*** Opening EXTRACTED RECORDS ***
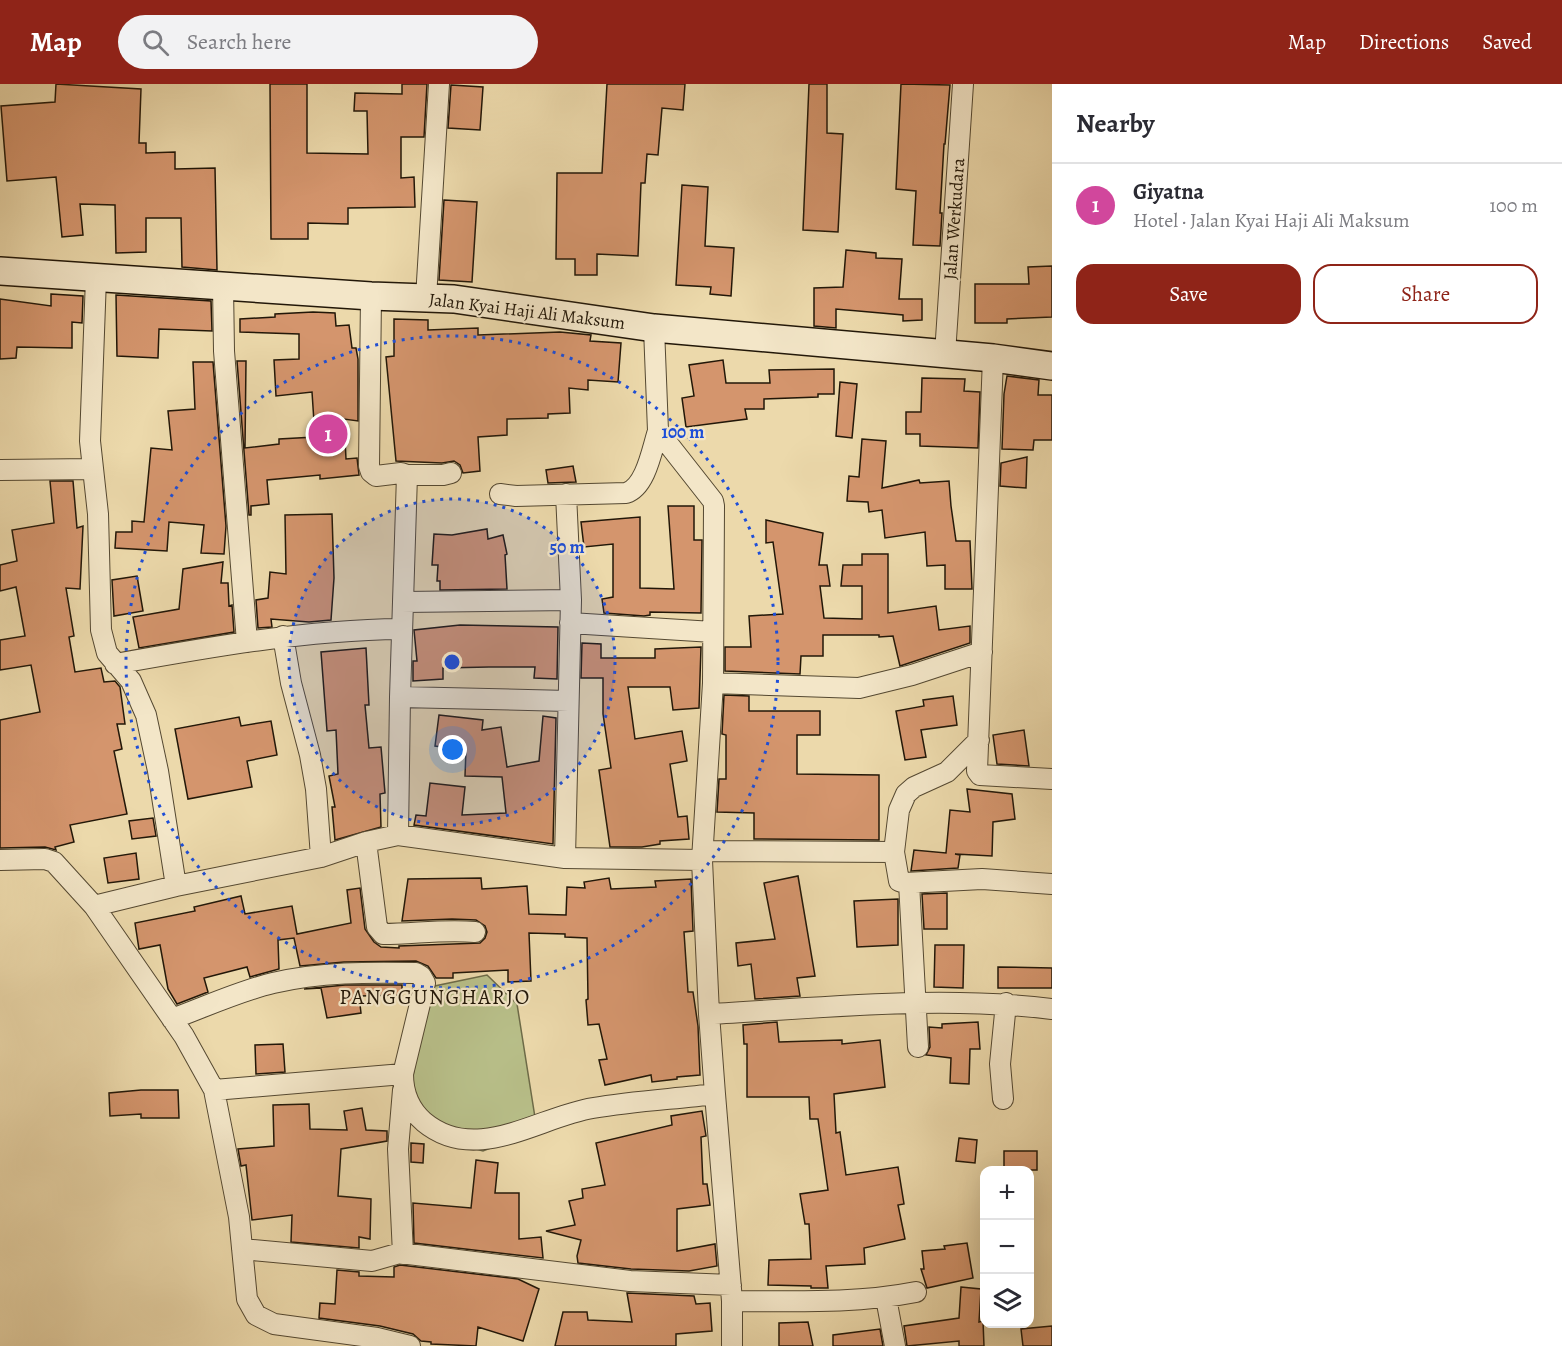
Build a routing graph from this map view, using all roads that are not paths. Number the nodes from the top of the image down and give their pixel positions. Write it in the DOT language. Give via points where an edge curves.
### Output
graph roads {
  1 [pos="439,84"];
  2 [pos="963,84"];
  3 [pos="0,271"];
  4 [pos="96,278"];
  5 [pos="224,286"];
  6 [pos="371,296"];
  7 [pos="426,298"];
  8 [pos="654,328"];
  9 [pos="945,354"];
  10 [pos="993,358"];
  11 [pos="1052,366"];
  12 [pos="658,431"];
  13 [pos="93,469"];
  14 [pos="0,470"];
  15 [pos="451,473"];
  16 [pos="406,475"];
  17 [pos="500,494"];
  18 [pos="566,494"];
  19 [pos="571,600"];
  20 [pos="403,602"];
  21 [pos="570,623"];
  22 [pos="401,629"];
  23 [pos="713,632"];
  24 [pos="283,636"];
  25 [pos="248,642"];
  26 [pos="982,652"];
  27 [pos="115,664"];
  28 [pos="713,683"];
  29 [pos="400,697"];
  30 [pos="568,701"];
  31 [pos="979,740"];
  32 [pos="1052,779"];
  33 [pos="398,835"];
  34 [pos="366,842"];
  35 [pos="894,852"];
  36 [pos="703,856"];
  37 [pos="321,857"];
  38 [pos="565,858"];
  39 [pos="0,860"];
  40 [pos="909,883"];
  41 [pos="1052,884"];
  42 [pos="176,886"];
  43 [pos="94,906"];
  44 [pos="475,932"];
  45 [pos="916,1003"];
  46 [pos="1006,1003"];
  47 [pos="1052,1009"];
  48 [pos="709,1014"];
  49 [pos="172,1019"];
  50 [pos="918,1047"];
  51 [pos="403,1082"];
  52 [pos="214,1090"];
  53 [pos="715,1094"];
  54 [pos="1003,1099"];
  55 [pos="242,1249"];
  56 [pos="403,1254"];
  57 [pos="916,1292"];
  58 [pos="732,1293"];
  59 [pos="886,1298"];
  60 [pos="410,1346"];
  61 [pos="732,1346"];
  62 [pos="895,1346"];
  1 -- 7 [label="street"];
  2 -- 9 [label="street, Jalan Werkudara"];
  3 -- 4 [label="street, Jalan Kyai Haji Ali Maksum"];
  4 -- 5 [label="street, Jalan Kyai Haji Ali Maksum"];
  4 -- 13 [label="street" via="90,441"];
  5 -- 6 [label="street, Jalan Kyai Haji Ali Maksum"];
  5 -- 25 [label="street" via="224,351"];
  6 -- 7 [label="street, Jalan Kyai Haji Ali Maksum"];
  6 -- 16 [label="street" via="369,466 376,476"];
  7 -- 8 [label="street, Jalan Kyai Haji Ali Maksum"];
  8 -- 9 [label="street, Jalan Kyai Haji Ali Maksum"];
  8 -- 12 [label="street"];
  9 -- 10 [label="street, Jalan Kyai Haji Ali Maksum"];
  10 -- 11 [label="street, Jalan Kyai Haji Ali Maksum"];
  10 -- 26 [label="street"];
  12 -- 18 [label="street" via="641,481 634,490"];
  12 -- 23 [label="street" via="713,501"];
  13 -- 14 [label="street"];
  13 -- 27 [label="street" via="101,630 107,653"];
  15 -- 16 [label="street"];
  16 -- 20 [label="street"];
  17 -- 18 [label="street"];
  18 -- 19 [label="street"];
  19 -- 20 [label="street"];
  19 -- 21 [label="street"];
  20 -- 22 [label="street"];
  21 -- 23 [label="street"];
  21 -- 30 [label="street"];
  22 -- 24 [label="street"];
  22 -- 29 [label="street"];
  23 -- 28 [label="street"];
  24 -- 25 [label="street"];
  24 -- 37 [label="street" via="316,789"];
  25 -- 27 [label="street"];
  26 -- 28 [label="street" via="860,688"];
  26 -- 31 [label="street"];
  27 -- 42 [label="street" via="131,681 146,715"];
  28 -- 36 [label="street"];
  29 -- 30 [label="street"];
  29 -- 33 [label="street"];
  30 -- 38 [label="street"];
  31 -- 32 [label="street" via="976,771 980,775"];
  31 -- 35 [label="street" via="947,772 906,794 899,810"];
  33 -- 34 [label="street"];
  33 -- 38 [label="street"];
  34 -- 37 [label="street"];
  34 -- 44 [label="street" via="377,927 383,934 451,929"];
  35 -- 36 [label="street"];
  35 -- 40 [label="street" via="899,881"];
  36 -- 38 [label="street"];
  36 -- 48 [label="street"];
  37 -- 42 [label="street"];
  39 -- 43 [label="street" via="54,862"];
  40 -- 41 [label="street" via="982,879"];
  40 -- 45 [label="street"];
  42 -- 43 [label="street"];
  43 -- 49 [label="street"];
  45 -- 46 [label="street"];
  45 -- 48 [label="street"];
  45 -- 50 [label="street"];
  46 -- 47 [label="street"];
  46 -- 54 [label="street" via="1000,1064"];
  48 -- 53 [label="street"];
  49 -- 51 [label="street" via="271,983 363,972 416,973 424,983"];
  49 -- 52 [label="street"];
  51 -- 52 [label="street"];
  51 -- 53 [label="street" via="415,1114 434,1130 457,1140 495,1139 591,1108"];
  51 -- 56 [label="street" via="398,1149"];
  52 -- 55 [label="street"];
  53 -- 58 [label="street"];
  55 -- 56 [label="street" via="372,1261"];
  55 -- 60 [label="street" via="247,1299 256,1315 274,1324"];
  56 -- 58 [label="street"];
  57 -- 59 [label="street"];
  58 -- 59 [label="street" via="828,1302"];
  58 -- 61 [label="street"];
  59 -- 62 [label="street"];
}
*** Closing EXTRACTED RECORDS ***
▸ INSTRUCTIONS FOR THE TASK
With images excluded, write the records above out again exactly.

▸ SOLUTION
Build a routing graph from this map view, using all roads that are not paths. Number the nodes from the top of the image down and give their pixel positions. Write it in the DOT language. Give via points where an edge curves.
### Output
graph roads {
  1 [pos="439,84"];
  2 [pos="963,84"];
  3 [pos="0,271"];
  4 [pos="96,278"];
  5 [pos="224,286"];
  6 [pos="371,296"];
  7 [pos="426,298"];
  8 [pos="654,328"];
  9 [pos="945,354"];
  10 [pos="993,358"];
  11 [pos="1052,366"];
  12 [pos="658,431"];
  13 [pos="93,469"];
  14 [pos="0,470"];
  15 [pos="451,473"];
  16 [pos="406,475"];
  17 [pos="500,494"];
  18 [pos="566,494"];
  19 [pos="571,600"];
  20 [pos="403,602"];
  21 [pos="570,623"];
  22 [pos="401,629"];
  23 [pos="713,632"];
  24 [pos="283,636"];
  25 [pos="248,642"];
  26 [pos="982,652"];
  27 [pos="115,664"];
  28 [pos="713,683"];
  29 [pos="400,697"];
  30 [pos="568,701"];
  31 [pos="979,740"];
  32 [pos="1052,779"];
  33 [pos="398,835"];
  34 [pos="366,842"];
  35 [pos="894,852"];
  36 [pos="703,856"];
  37 [pos="321,857"];
  38 [pos="565,858"];
  39 [pos="0,860"];
  40 [pos="909,883"];
  41 [pos="1052,884"];
  42 [pos="176,886"];
  43 [pos="94,906"];
  44 [pos="475,932"];
  45 [pos="916,1003"];
  46 [pos="1006,1003"];
  47 [pos="1052,1009"];
  48 [pos="709,1014"];
  49 [pos="172,1019"];
  50 [pos="918,1047"];
  51 [pos="403,1082"];
  52 [pos="214,1090"];
  53 [pos="715,1094"];
  54 [pos="1003,1099"];
  55 [pos="242,1249"];
  56 [pos="403,1254"];
  57 [pos="916,1292"];
  58 [pos="732,1293"];
  59 [pos="886,1298"];
  60 [pos="410,1346"];
  61 [pos="732,1346"];
  62 [pos="895,1346"];
  1 -- 7 [label="street"];
  2 -- 9 [label="street, Jalan Werkudara"];
  3 -- 4 [label="street, Jalan Kyai Haji Ali Maksum"];
  4 -- 5 [label="street, Jalan Kyai Haji Ali Maksum"];
  4 -- 13 [label="street" via="90,441"];
  5 -- 6 [label="street, Jalan Kyai Haji Ali Maksum"];
  5 -- 25 [label="street" via="224,351"];
  6 -- 7 [label="street, Jalan Kyai Haji Ali Maksum"];
  6 -- 16 [label="street" via="369,466 376,476"];
  7 -- 8 [label="street, Jalan Kyai Haji Ali Maksum"];
  8 -- 9 [label="street, Jalan Kyai Haji Ali Maksum"];
  8 -- 12 [label="street"];
  9 -- 10 [label="street, Jalan Kyai Haji Ali Maksum"];
  10 -- 11 [label="street, Jalan Kyai Haji Ali Maksum"];
  10 -- 26 [label="street"];
  12 -- 18 [label="street" via="641,481 634,490"];
  12 -- 23 [label="street" via="713,501"];
  13 -- 14 [label="street"];
  13 -- 27 [label="street" via="101,630 107,653"];
  15 -- 16 [label="street"];
  16 -- 20 [label="street"];
  17 -- 18 [label="street"];
  18 -- 19 [label="street"];
  19 -- 20 [label="street"];
  19 -- 21 [label="street"];
  20 -- 22 [label="street"];
  21 -- 23 [label="street"];
  21 -- 30 [label="street"];
  22 -- 24 [label="street"];
  22 -- 29 [label="street"];
  23 -- 28 [label="street"];
  24 -- 25 [label="street"];
  24 -- 37 [label="street" via="316,789"];
  25 -- 27 [label="street"];
  26 -- 28 [label="street" via="860,688"];
  26 -- 31 [label="street"];
  27 -- 42 [label="street" via="131,681 146,715"];
  28 -- 36 [label="street"];
  29 -- 30 [label="street"];
  29 -- 33 [label="street"];
  30 -- 38 [label="street"];
  31 -- 32 [label="street" via="976,771 980,775"];
  31 -- 35 [label="street" via="947,772 906,794 899,810"];
  33 -- 34 [label="street"];
  33 -- 38 [label="street"];
  34 -- 37 [label="street"];
  34 -- 44 [label="street" via="377,927 383,934 451,929"];
  35 -- 36 [label="street"];
  35 -- 40 [label="street" via="899,881"];
  36 -- 38 [label="street"];
  36 -- 48 [label="street"];
  37 -- 42 [label="street"];
  39 -- 43 [label="street" via="54,862"];
  40 -- 41 [label="street" via="982,879"];
  40 -- 45 [label="street"];
  42 -- 43 [label="street"];
  43 -- 49 [label="street"];
  45 -- 46 [label="street"];
  45 -- 48 [label="street"];
  45 -- 50 [label="street"];
  46 -- 47 [label="street"];
  46 -- 54 [label="street" via="1000,1064"];
  48 -- 53 [label="street"];
  49 -- 51 [label="street" via="271,983 363,972 416,973 424,983"];
  49 -- 52 [label="street"];
  51 -- 52 [label="street"];
  51 -- 53 [label="street" via="415,1114 434,1130 457,1140 495,1139 591,1108"];
  51 -- 56 [label="street" via="398,1149"];
  52 -- 55 [label="street"];
  53 -- 58 [label="street"];
  55 -- 56 [label="street" via="372,1261"];
  55 -- 60 [label="street" via="247,1299 256,1315 274,1324"];
  56 -- 58 [label="street"];
  57 -- 59 [label="street"];
  58 -- 59 [label="street" via="828,1302"];
  58 -- 61 [label="street"];
  59 -- 62 [label="street"];
}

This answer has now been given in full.